De Jales, no interior paulista, Regina, única irmã de Berbert, recebeu com serenidade a notícia da existência das imagens no Arquivo Nacional. “Meu pai, também chamado Ruy, morto há 11 anos, sempre fez questão de divulgar com orgulho a história dele.” O marido de Regina, Moacir Pereira, recebeu fotografias, que, segundo a família, não serão mostradas para a mãe do guerrilheiro, Ottília, com 93 anos.

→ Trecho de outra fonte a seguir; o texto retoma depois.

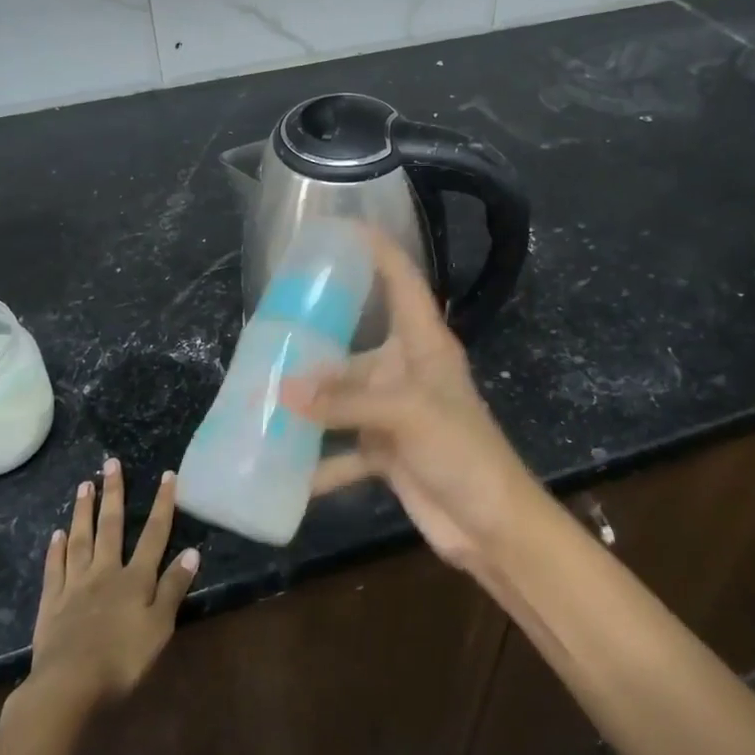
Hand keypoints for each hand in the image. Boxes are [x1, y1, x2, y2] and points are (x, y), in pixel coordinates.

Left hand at [27, 460, 198, 714]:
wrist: (68, 686)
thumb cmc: (122, 660)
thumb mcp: (159, 627)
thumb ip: (173, 588)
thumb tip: (191, 551)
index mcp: (135, 578)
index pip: (154, 534)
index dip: (162, 504)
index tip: (167, 475)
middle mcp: (105, 572)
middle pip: (111, 526)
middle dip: (114, 493)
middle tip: (110, 463)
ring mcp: (75, 585)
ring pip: (80, 540)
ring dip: (83, 512)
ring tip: (84, 486)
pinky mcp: (50, 604)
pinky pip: (54, 569)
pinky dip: (56, 550)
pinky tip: (57, 535)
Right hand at [283, 227, 540, 574]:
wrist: (492, 525)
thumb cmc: (462, 450)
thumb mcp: (406, 415)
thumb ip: (344, 402)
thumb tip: (281, 392)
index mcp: (424, 343)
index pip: (402, 280)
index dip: (377, 249)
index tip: (340, 228)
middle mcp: (407, 369)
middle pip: (355, 345)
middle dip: (315, 344)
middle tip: (270, 330)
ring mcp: (395, 411)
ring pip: (343, 398)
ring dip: (309, 406)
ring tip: (261, 398)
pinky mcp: (387, 450)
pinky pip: (343, 448)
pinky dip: (318, 461)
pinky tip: (282, 467)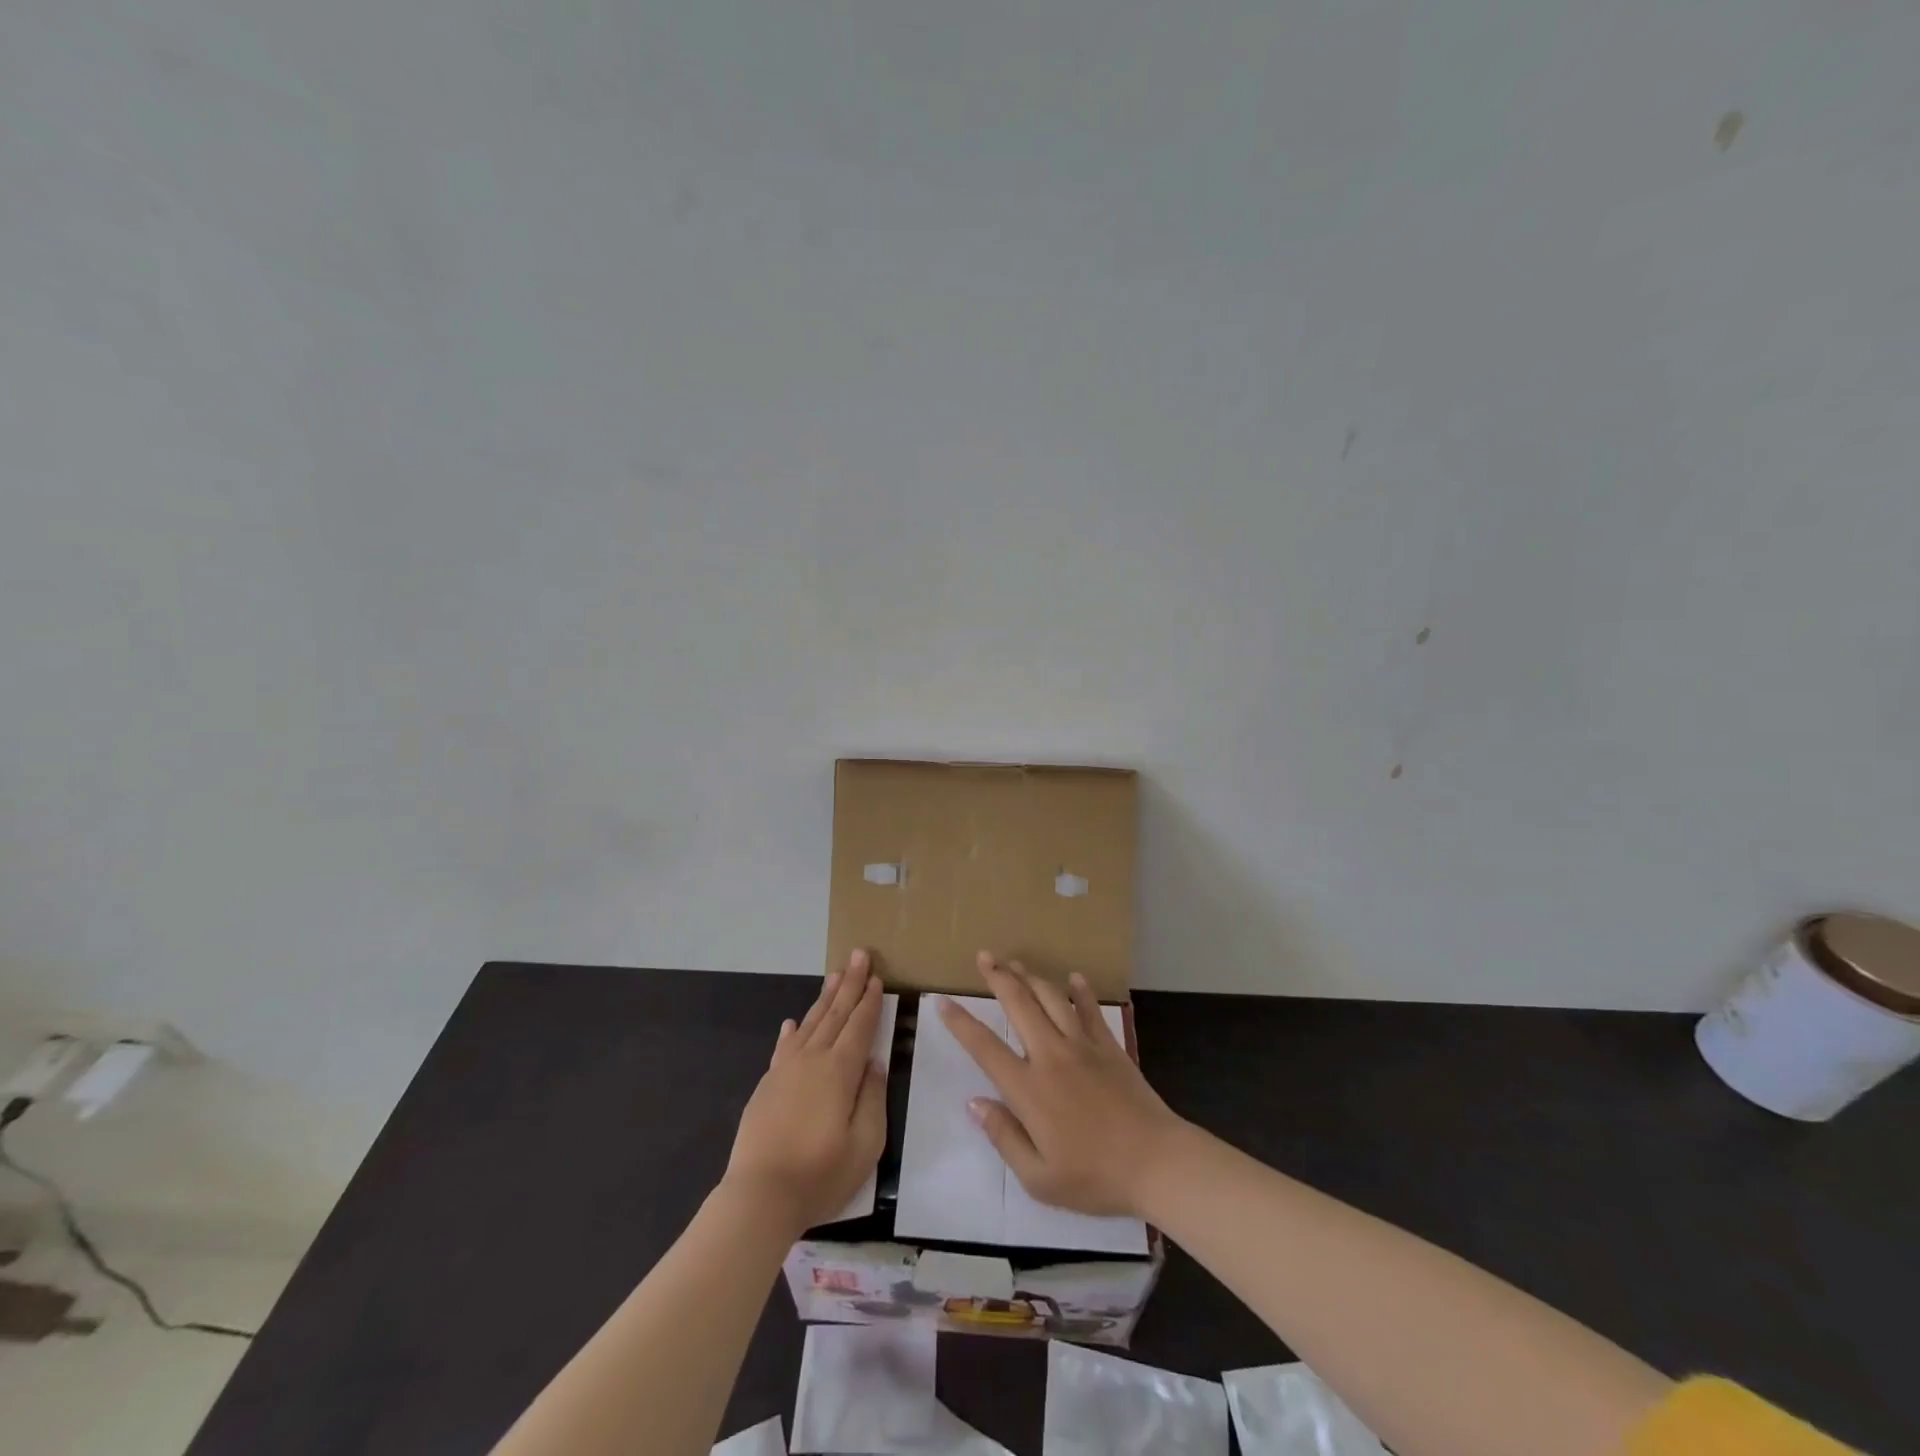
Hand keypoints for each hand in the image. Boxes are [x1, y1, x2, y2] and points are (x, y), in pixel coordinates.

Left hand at [724, 949, 887, 1232]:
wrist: (759, 1196)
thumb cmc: (820, 1174)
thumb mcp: (865, 1144)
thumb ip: (872, 1098)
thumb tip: (873, 1063)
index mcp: (840, 1071)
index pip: (859, 1026)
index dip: (870, 1001)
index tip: (877, 977)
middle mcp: (813, 1060)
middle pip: (835, 1014)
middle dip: (850, 984)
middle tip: (859, 955)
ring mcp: (786, 1070)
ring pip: (810, 1023)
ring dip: (825, 998)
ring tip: (835, 975)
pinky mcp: (767, 1085)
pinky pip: (783, 1047)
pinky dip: (792, 1031)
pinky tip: (793, 1022)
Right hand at [939, 951, 1186, 1217]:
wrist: (1156, 1163)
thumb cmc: (1094, 1177)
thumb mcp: (1039, 1178)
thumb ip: (1004, 1137)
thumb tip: (974, 1103)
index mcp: (1029, 1088)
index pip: (985, 1047)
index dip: (961, 1023)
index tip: (943, 1002)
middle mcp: (1051, 1055)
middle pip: (1019, 1005)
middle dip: (998, 977)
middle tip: (984, 955)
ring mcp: (1083, 1046)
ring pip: (1052, 998)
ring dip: (1031, 977)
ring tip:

Berbert integrava o Movimento de Libertação Popular (Molipo), que tinha 28 integrantes – a maioria dos quais foi dizimada nos dias subsequentes à sua morte. Ele nasceu em Regente Feijó, interior paulista, em 1947. Filho do funcionário público Ruy Thales Jaccoud Berbert e da professora de ensino básico Ottília Vieira, logo cedo demonstrou interesse pela escrita. Numa redação, aos 8 anos, mostrou o desejo de se tornar militar. “Olha a ironia da vida”, diz Regina.

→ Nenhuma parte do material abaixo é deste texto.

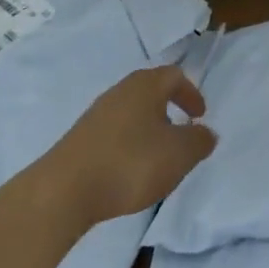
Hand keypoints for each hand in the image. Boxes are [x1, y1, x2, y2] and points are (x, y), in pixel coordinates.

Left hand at [42, 65, 217, 224]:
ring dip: (148, 130)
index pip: (174, 76)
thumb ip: (199, 141)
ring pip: (131, 113)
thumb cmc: (130, 163)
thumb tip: (205, 133)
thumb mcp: (179, 154)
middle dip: (169, 110)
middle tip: (180, 135)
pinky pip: (113, 134)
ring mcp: (96, 115)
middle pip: (150, 92)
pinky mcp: (79, 139)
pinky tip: (128, 172)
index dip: (191, 94)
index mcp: (146, 86)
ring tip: (156, 159)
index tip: (199, 116)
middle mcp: (120, 91)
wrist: (63, 192)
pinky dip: (128, 145)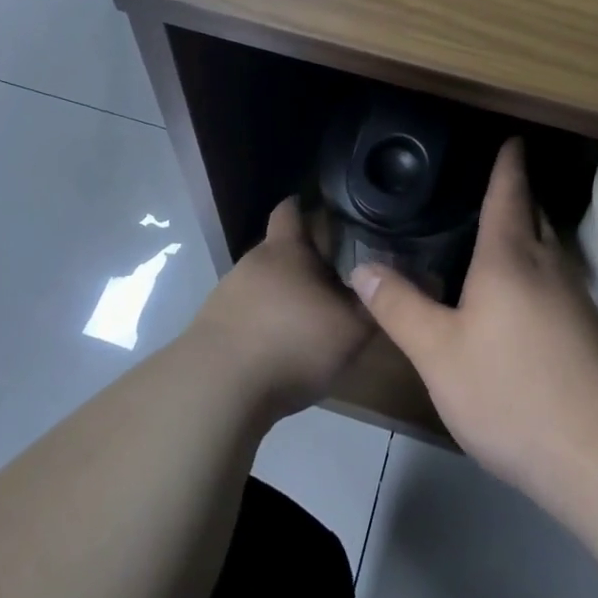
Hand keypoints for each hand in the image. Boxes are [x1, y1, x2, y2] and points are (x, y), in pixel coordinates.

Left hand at [190, 196, 373, 420]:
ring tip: (308, 322)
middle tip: (334, 280)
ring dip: (283, 298)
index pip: (291, 210)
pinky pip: (246, 316)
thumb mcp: (350, 330)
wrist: (217, 390)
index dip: (306, 207)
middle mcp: (252, 263)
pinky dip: (264, 326)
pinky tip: (279, 350)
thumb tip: (385, 286)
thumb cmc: (291, 344)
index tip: (327, 213)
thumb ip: (371, 306)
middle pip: (279, 251)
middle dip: (303, 263)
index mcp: (285, 250)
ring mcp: (227, 294)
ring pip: (263, 285)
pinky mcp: (212, 328)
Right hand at [349, 139, 597, 497]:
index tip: (511, 138)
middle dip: (518, 194)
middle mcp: (548, 265)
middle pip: (534, 214)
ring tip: (498, 234)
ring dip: (528, 232)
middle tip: (490, 182)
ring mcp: (576, 299)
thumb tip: (362, 266)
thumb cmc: (511, 392)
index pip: (508, 192)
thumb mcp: (438, 353)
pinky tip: (521, 297)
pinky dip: (538, 269)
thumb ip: (400, 307)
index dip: (507, 162)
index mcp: (509, 257)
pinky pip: (558, 280)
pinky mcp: (591, 332)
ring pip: (549, 249)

Berbert saiu de casa aos 18 anos para cursar Letras na USP e foi um dos presos no Congresso da UNE de Ibiúna, em 1968. Depois da prisão, a irmã e a mãe o reencontraram, pela última vez, na Praça da República, em São Paulo. Em 1969, ele passou a ser procurado sob suspeita de participação no desvio de um avião da Varig para Cuba. Na ilha caribenha, recebeu treinamento de guerrilha.

Ao se integrar ao Molipo, também chamado Grupo Primavera ou Grupo da Ilha – uma dissidência da Ação Libertadora Nacional (ALN) – ele retornou ao Brasil. Andou pelo Maranhão e chegou a Natividade. A curta passagem pela cidade ainda é lembrada por parte dos moradores. Relatos indicam que a prisão foi efetuada por uma equipe da delegacia local. Agentes externos teriam chegado depois. Berbet usava botina e tinha características físicas bem diferentes das da população local.

Com a cidade fora da rota da Rodovia Belém-Brasília, a passagem de viajantes que seguiam para o Maranhão ou Pará tornou-se mais rara. Em Natividade, Berbert foi preso e levado para a cadeia pública, uma construção do período do Brasil Colônia, de frente para a praça central, de alpendre elevado e paredes de quase 1 metro de largura. Uma abertura na cela permitia que ele mantivesse contato com os moradores do município. Ele chegou a ganhar de uma moça uma rede para dormir.

Numa madrugada de janeiro de 1972, moradores viram Berbert pendurado com lençol amarrado a troncos de madeira que sustentavam o teto da cadeia. Testemunhas disseram à família que viram agentes policiais de fora na cidade. Versões recentes de militares indicam que os agentes chegaram a Natividade só após a morte do guerrilheiro. Eles sustentaram a versão do suicídio de “João Silvino Lopes”, maneira como Berbert foi identificado a autoridades locais – seu nome correto, no entanto, foi registrado pelos agentes do governo que fizeram as fotografias agora reveladas pelo Estado.

O advogado da família Berbert, Idibal Pivetta, não sabia da existência das imagens do guerrilheiro morto. “As únicas fotografias que conseguimos dele em Natividade foram imagens feitas pelas moças da cidade. Ruy era um rapaz muito boa pinta, as moças tentavam conversar com ele por meio da abertura na cela da cadeia”, conta o advogado. “Está provado que ele foi morto numa dependência do Estado. O Estado, portanto, é culpado.”